Task to carry out >>
Transcribe the entries below with complete accuracy, excluding the pictures.

Collected data entries
'''
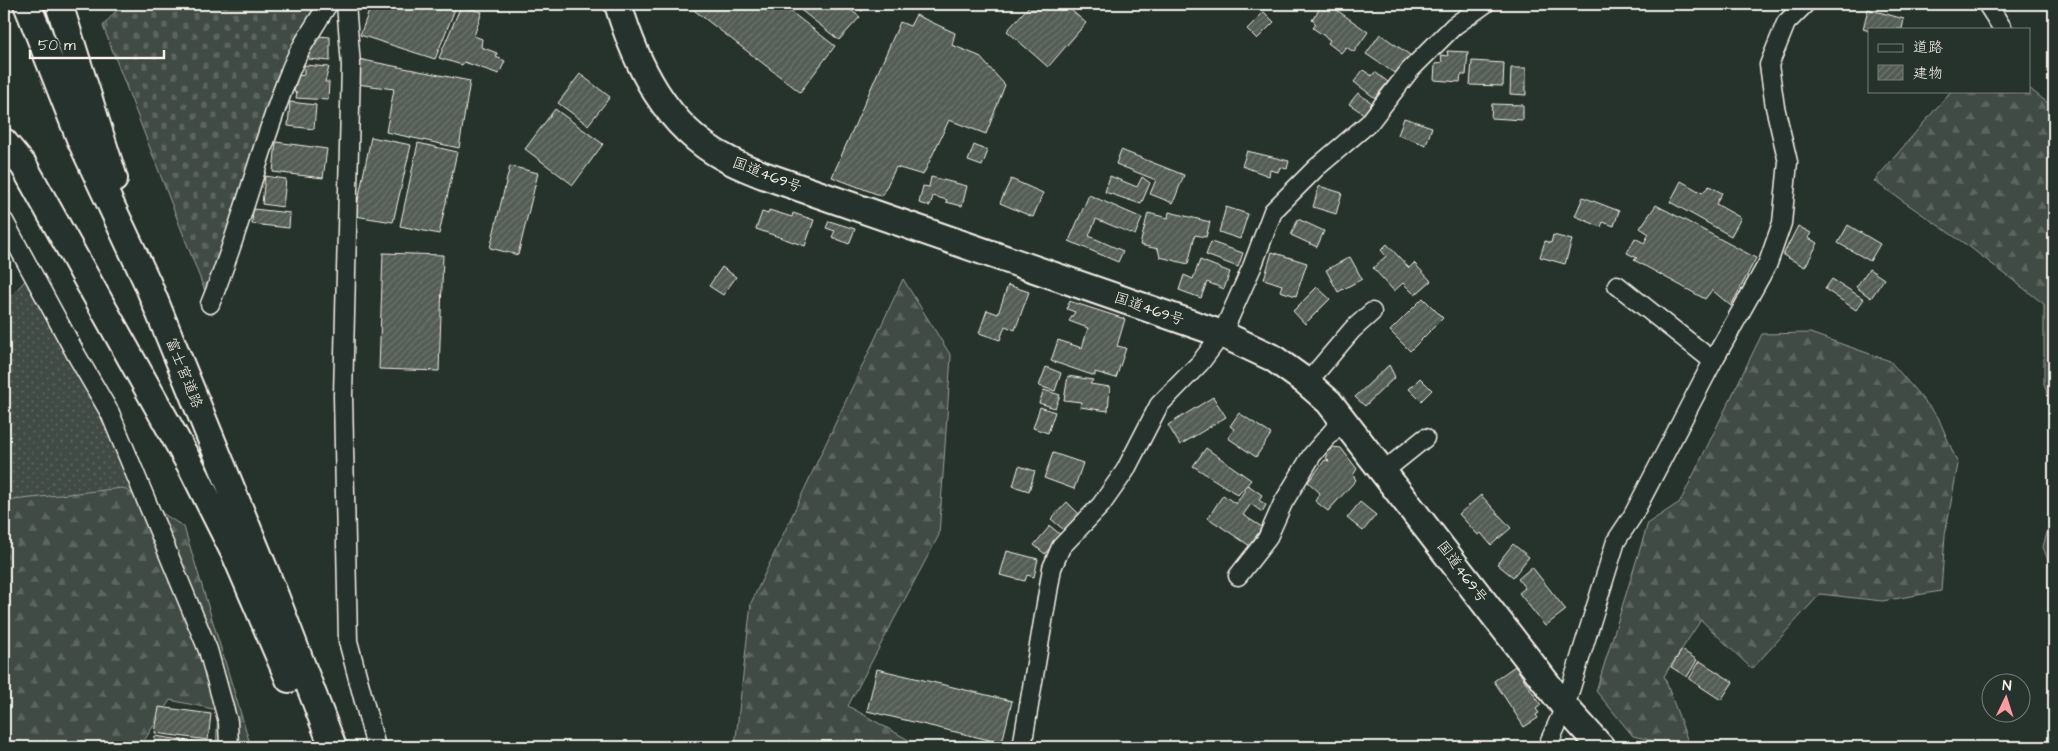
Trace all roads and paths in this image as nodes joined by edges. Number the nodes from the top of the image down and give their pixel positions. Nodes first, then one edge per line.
1 (26, 4) edge
2 (59, 4) edge
3 (328, 4) edge
4 (346, 4) edge
5 (618, 4) edge
6 (1485, 4) edge
7 (1806, 4) edge
8 (1987, 4) edge
9 (2002, 28) edge
10 (4, 142) edge
11 (4, 221) edge
12 (147, 282) junction
13 (1617, 285) dead end
14 (210, 304) dead end
15 (1372, 312) dead end
16 (1222, 334) junction
17 (1713, 361) junction
18 (1307, 382) junction
19 (1344, 419) junction
20 (1425, 438) dead end
21 (1384, 471) junction
22 (1238, 576) dead end
23 (1565, 707) junction
24 (229, 747) edge
25 (322, 747) edge
26 (333, 747) edge
27 (376, 747) edge
28 (1022, 747) edge
29 (1547, 747) edge
30 (1601, 747) edge

1 - 12 highway, 富士宮道路
2 - 12 highway
3 - 14 street
4 - 27 street
5 - 16 highway, 国道469号
6 - 16 street
7 - 17 street
8 - 9 street
10 - 25 highway
11 - 24 street
12 - 26 highway, 富士宮道路
13 - 17 street
15 - 18 street
16 - 18 highway, 国道469号
16 - 28 street
17 - 23 street
18 - 19 highway, 国道469号
19 - 21 highway, 国道469号
19 - 22 street
20 - 21 street
21 - 23 highway, 国道469号
23 - 29 street
23 - 30 highway, 国道469号

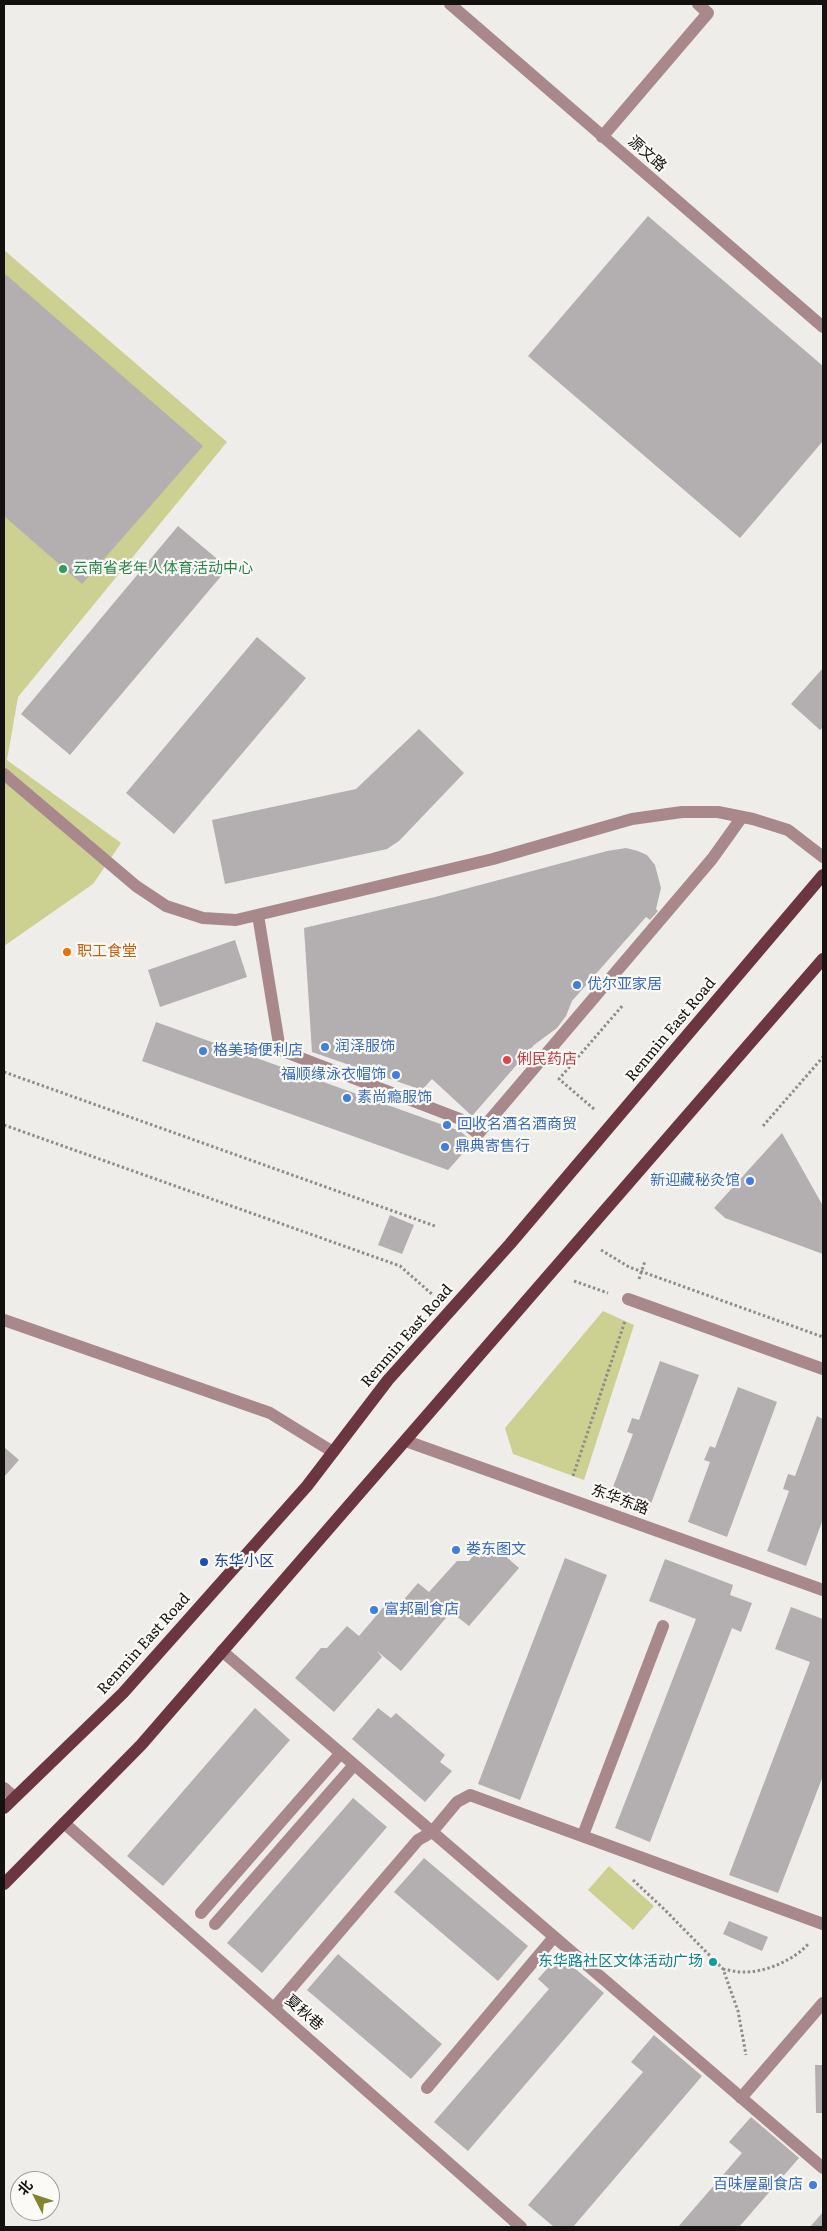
'''
The answer >>
Trace all roads and paths in this image as nodes joined by edges. Number the nodes from the top of the image down and give their pixel positions. Nodes first, then one edge per line.
1 (26, 4) edge
2 (59, 4) edge
3 (328, 4) edge
4 (346, 4) edge
5 (618, 4) edge
6 (1485, 4) edge
7 (1806, 4) edge
8 (1987, 4) edge
9 (2002, 28) edge
10 (4, 142) edge
11 (4, 221) edge
12 (147, 282) junction
13 (1617, 285) dead end
14 (210, 304) dead end
15 (1372, 312) dead end
16 (1222, 334) junction
17 (1713, 361) junction
18 (1307, 382) junction
19 (1344, 419) junction
20 (1425, 438) dead end
21 (1384, 471) junction
22 (1238, 576) dead end
23 (1565, 707) junction
24 (229, 747) edge
25 (322, 747) edge
26 (333, 747) edge
27 (376, 747) edge
28 (1022, 747) edge
29 (1547, 747) edge
30 (1601, 747) edge

1 - 12 highway, 富士宮道路
2 - 12 highway
3 - 14 street
4 - 27 street
5 - 16 highway, 国道469号
6 - 16 street
7 - 17 street
8 - 9 street
10 - 25 highway
11 - 24 street
12 - 26 highway, 富士宮道路
13 - 17 street
15 - 18 street
16 - 18 highway, 国道469号
16 - 28 street
17 - 23 street
18 - 19 highway, 国道469号
19 - 21 highway, 国道469号
19 - 22 street
20 - 21 street
21 - 23 highway, 国道469号
23 - 29 street
23 - 30 highway, 国道469号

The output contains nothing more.